THE INPUT
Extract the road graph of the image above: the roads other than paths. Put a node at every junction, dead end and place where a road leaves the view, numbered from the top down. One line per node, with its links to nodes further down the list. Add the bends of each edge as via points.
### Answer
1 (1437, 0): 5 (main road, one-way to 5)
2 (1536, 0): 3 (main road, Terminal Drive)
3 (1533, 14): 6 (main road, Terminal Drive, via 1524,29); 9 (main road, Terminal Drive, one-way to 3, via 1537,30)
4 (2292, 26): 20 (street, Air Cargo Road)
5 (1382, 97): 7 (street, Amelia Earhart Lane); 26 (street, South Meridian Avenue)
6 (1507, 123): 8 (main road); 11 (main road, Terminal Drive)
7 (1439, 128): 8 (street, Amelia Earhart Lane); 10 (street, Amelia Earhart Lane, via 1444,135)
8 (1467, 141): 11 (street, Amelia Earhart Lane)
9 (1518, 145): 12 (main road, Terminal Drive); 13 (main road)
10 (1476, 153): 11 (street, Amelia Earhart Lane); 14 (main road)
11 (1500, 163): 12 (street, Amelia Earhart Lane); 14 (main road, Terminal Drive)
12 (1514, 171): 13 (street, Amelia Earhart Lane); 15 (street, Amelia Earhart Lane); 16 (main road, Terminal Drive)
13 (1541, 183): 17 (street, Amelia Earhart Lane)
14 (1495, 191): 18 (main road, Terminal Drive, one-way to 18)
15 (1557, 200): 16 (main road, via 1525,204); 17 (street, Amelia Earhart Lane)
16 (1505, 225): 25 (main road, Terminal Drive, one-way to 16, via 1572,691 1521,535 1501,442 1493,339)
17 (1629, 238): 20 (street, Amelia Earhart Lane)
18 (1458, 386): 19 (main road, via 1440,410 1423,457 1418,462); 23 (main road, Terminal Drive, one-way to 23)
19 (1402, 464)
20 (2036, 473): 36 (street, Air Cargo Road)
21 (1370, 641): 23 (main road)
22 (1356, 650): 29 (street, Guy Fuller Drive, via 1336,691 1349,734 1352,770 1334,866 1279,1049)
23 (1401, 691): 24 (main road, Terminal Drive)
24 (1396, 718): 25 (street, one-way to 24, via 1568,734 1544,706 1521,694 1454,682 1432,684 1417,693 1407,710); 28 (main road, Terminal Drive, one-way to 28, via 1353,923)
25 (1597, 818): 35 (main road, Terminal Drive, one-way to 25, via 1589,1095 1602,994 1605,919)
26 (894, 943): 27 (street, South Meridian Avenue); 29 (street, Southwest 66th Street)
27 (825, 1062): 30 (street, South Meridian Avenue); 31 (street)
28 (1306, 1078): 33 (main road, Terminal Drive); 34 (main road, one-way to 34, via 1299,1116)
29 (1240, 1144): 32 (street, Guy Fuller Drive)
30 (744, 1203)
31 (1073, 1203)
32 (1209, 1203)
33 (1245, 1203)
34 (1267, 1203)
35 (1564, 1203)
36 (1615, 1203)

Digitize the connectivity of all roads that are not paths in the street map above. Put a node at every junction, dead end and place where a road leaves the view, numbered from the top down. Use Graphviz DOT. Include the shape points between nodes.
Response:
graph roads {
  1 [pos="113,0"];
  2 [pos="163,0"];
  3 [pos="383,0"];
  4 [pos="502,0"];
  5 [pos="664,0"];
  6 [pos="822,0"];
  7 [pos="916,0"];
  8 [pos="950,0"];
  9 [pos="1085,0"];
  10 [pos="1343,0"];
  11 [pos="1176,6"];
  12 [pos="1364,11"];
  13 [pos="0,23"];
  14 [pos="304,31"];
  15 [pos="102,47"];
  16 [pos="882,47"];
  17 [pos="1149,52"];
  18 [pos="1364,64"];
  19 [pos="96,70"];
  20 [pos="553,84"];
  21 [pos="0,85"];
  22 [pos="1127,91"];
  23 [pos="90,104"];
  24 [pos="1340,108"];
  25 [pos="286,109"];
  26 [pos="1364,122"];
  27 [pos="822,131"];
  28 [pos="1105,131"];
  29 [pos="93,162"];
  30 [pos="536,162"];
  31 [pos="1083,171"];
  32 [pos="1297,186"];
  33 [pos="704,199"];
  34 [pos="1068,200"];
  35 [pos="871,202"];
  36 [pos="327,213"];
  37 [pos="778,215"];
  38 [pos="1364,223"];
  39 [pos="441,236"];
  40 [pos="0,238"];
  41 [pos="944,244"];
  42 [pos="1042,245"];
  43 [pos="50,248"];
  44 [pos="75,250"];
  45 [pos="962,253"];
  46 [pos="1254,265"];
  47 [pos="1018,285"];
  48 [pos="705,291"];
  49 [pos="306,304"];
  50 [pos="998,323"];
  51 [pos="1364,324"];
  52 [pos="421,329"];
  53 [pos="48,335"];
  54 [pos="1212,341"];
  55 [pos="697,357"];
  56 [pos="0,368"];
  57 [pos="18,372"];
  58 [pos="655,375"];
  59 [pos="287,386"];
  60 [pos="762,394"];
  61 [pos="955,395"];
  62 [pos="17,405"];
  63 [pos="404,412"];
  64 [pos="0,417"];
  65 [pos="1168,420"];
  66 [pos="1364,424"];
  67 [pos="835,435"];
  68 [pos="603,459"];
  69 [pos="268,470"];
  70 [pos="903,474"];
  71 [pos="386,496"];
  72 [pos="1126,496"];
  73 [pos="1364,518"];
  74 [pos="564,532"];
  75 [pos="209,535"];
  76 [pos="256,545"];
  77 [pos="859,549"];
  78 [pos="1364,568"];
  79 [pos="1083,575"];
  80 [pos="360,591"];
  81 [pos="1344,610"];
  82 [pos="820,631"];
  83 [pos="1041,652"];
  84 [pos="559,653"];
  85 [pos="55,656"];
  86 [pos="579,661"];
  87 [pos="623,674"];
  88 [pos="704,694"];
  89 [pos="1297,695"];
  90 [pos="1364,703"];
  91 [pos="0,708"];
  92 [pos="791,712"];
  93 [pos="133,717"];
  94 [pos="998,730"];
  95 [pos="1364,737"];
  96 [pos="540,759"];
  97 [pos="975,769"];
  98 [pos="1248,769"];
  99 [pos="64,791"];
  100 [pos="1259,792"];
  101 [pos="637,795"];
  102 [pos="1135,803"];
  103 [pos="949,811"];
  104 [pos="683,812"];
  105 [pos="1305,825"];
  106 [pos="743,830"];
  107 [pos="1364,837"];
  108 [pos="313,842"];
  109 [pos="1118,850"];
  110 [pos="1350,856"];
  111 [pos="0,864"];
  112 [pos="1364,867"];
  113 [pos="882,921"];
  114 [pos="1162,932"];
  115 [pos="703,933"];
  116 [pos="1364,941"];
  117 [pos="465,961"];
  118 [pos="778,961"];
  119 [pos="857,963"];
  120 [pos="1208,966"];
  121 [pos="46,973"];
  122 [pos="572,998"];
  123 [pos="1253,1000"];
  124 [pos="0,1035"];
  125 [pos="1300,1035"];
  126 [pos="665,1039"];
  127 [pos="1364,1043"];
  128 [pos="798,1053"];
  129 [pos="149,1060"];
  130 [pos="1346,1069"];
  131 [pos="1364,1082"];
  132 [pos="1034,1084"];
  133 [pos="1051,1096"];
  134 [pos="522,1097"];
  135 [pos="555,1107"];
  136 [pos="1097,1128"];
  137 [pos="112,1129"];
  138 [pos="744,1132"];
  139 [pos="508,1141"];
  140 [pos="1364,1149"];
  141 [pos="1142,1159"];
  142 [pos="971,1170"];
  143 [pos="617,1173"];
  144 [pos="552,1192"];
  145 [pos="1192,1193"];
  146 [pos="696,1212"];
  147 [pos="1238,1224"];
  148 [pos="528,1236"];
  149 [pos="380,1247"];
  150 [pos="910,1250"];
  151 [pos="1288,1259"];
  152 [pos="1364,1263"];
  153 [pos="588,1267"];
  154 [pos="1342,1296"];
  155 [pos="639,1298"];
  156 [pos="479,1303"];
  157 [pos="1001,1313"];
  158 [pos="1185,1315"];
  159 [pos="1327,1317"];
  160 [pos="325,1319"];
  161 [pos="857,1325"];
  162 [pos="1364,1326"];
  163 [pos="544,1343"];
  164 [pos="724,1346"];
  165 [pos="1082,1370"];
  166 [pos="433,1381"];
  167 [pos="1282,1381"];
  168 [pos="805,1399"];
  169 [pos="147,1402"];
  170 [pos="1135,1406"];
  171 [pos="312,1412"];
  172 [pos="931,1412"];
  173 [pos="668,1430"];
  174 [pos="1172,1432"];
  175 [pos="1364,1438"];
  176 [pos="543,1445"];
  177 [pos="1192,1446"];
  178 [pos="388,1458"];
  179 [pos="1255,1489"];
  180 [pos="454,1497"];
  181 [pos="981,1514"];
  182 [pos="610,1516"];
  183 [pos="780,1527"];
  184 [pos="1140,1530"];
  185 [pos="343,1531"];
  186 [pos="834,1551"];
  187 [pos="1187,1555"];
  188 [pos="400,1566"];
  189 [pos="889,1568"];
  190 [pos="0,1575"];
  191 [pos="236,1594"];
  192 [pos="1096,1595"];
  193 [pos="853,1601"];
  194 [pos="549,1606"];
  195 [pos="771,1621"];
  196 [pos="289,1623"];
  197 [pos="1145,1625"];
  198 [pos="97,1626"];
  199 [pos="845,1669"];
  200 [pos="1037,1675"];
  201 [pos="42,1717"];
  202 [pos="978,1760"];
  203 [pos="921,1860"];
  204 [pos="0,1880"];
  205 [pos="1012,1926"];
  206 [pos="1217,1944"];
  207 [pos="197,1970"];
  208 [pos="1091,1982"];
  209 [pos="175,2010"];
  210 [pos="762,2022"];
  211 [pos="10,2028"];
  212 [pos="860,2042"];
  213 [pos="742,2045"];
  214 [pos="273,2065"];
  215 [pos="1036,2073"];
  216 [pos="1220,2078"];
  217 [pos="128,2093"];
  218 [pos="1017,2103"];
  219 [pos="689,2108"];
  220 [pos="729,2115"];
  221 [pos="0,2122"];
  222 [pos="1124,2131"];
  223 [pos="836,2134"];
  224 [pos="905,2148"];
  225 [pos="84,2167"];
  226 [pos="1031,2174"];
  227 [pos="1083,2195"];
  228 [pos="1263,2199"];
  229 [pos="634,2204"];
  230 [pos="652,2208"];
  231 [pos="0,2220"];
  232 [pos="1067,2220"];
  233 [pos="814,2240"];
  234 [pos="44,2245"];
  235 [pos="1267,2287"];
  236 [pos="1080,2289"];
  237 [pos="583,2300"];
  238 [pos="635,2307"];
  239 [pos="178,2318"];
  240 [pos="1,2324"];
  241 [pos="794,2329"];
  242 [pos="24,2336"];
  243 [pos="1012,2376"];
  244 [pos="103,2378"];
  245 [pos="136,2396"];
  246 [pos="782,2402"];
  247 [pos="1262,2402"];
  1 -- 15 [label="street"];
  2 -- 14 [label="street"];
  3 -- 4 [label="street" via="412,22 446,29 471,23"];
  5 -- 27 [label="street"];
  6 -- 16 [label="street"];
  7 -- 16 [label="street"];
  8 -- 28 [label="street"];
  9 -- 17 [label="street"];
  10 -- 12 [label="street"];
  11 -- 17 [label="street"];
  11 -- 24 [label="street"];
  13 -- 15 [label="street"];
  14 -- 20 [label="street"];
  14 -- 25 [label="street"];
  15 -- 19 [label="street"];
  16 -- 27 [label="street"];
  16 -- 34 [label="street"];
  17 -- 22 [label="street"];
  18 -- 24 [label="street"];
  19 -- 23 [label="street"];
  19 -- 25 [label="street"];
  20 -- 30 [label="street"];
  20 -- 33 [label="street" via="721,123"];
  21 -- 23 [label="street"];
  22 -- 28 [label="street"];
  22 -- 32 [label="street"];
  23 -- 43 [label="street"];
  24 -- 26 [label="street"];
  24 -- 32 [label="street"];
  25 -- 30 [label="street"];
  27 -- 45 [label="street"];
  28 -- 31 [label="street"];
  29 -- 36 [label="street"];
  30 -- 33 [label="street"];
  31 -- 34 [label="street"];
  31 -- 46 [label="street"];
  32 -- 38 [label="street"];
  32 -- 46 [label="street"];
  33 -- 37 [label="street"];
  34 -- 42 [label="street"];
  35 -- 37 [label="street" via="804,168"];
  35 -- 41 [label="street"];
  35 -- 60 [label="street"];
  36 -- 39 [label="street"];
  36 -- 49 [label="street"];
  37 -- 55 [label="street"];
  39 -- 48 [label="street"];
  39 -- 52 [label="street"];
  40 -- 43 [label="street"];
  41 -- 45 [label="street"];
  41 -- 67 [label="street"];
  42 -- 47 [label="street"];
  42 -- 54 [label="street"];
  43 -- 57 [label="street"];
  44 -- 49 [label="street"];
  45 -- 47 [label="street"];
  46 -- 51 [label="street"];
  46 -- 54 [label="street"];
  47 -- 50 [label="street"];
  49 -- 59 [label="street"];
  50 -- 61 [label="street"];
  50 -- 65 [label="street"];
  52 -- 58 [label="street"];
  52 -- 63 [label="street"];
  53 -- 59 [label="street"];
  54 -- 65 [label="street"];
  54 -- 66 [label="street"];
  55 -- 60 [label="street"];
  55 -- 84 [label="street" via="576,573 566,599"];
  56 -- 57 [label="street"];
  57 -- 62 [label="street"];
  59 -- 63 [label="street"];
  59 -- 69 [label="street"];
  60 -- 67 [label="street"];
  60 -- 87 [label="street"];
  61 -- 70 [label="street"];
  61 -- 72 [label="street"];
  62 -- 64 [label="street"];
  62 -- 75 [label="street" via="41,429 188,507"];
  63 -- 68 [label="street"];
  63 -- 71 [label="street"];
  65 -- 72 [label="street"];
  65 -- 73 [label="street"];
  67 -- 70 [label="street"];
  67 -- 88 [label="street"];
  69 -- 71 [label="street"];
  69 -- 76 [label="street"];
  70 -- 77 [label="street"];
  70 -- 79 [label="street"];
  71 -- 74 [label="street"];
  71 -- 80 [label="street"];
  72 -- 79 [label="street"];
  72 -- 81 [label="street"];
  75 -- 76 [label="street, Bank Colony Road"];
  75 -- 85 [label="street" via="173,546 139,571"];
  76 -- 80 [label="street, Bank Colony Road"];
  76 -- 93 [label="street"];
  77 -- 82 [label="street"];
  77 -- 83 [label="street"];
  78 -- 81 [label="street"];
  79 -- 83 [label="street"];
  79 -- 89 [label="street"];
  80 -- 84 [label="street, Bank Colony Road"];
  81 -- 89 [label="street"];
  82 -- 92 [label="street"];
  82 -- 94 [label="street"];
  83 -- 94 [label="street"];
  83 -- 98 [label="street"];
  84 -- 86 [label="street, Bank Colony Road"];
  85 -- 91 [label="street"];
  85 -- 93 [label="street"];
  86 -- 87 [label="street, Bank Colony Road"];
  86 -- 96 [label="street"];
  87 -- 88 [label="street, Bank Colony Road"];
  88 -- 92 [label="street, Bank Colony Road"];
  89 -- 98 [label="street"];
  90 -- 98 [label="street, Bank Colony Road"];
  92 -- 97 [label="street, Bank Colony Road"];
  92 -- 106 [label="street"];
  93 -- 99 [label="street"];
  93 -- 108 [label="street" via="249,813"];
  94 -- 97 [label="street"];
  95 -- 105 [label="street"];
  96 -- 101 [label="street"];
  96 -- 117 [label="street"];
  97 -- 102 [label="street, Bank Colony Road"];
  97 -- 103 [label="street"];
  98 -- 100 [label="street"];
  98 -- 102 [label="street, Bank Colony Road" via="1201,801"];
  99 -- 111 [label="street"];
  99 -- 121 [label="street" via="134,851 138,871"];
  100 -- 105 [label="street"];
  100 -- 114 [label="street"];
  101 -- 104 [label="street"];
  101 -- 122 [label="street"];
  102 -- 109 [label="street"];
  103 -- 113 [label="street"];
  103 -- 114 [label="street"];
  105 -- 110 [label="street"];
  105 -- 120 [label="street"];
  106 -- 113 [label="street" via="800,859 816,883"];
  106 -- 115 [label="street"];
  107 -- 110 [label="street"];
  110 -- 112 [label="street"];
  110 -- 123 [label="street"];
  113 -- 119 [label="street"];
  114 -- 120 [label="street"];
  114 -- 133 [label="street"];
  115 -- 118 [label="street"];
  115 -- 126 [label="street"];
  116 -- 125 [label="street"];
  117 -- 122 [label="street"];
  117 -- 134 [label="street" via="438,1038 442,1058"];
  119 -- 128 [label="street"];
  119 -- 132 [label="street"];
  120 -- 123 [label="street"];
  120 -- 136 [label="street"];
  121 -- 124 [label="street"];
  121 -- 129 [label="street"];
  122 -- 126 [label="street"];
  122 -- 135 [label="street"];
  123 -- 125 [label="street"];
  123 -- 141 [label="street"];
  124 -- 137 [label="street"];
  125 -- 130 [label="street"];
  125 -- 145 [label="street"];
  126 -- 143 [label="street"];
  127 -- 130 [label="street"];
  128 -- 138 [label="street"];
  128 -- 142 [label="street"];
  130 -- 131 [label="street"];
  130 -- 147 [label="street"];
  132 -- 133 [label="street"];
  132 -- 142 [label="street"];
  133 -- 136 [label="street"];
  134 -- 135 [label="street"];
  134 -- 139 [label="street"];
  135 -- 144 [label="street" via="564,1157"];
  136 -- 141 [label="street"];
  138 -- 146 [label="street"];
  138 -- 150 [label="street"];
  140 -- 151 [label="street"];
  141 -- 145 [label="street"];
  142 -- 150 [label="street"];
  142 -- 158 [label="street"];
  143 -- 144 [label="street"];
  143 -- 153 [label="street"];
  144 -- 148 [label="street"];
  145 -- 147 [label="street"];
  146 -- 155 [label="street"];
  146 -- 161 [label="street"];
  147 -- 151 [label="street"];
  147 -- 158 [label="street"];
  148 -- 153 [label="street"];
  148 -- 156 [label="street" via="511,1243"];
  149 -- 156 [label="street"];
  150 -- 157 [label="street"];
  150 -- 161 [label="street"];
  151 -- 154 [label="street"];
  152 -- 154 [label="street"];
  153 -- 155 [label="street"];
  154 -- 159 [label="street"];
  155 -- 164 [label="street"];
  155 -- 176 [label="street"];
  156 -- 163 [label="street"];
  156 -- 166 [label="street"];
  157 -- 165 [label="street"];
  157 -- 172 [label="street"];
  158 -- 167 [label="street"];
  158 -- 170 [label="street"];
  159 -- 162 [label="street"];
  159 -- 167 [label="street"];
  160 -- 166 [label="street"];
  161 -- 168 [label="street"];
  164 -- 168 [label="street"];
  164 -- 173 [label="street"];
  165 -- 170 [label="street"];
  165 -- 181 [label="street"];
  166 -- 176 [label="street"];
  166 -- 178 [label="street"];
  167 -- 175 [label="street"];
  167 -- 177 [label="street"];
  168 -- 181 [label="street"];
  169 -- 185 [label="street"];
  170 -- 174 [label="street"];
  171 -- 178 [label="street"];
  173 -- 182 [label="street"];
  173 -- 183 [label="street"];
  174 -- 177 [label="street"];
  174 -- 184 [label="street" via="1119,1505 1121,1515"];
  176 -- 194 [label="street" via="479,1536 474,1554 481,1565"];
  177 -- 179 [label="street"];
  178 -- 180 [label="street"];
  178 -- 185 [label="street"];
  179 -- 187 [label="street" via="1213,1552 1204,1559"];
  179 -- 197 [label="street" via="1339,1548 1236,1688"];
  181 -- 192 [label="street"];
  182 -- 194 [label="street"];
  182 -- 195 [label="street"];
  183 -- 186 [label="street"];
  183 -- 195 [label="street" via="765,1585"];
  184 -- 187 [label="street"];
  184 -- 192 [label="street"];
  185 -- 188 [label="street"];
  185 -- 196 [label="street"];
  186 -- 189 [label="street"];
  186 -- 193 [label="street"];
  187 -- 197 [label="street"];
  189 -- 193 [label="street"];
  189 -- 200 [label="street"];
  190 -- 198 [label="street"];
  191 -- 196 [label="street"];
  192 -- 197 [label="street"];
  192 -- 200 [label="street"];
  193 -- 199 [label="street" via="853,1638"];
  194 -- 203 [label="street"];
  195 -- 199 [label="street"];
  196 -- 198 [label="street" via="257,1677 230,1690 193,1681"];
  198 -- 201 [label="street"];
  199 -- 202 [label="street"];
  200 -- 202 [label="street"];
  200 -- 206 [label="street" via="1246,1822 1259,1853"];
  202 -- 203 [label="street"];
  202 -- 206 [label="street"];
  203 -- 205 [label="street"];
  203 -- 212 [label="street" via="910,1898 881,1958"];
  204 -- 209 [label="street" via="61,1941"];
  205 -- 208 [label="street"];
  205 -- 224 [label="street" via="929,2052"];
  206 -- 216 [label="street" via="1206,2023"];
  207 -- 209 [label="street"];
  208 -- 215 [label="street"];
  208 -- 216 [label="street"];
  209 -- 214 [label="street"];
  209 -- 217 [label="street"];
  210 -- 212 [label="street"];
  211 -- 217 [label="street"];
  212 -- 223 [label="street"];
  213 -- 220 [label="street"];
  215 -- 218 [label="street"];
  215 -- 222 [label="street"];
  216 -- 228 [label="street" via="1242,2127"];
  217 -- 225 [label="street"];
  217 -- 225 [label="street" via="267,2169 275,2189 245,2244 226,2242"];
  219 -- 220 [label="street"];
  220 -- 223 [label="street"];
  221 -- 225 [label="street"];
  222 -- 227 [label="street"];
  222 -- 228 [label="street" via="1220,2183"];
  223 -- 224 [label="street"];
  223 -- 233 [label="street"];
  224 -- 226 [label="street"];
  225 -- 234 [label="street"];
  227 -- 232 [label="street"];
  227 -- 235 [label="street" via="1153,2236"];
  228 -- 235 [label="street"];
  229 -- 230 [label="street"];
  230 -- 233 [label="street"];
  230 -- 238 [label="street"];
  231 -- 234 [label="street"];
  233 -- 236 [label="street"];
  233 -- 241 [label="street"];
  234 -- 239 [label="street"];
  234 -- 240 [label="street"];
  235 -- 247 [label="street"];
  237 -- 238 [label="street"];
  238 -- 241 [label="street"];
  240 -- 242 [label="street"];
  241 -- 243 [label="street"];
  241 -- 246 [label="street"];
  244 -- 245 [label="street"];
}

DIRECTIONS FOR THIS TASK
Within the data above, filter for lines containing the word "every" and copy each one.

ANSWER FOR THIS EXERCISE
Extract the road graph of the image above: the roads other than paths. Put a node at every junction, dead end and place where a road leaves the view, numbered from the top down. One line per node, with its links to nodes further down the list. Add the bends of each edge as via points.
Digitize the connectivity of all roads that are not paths in the street map above. Put a node at every junction, dead end and place where a road leaves the view, numbered from the top down. Use Graphviz DOT. Include the shape points between nodes.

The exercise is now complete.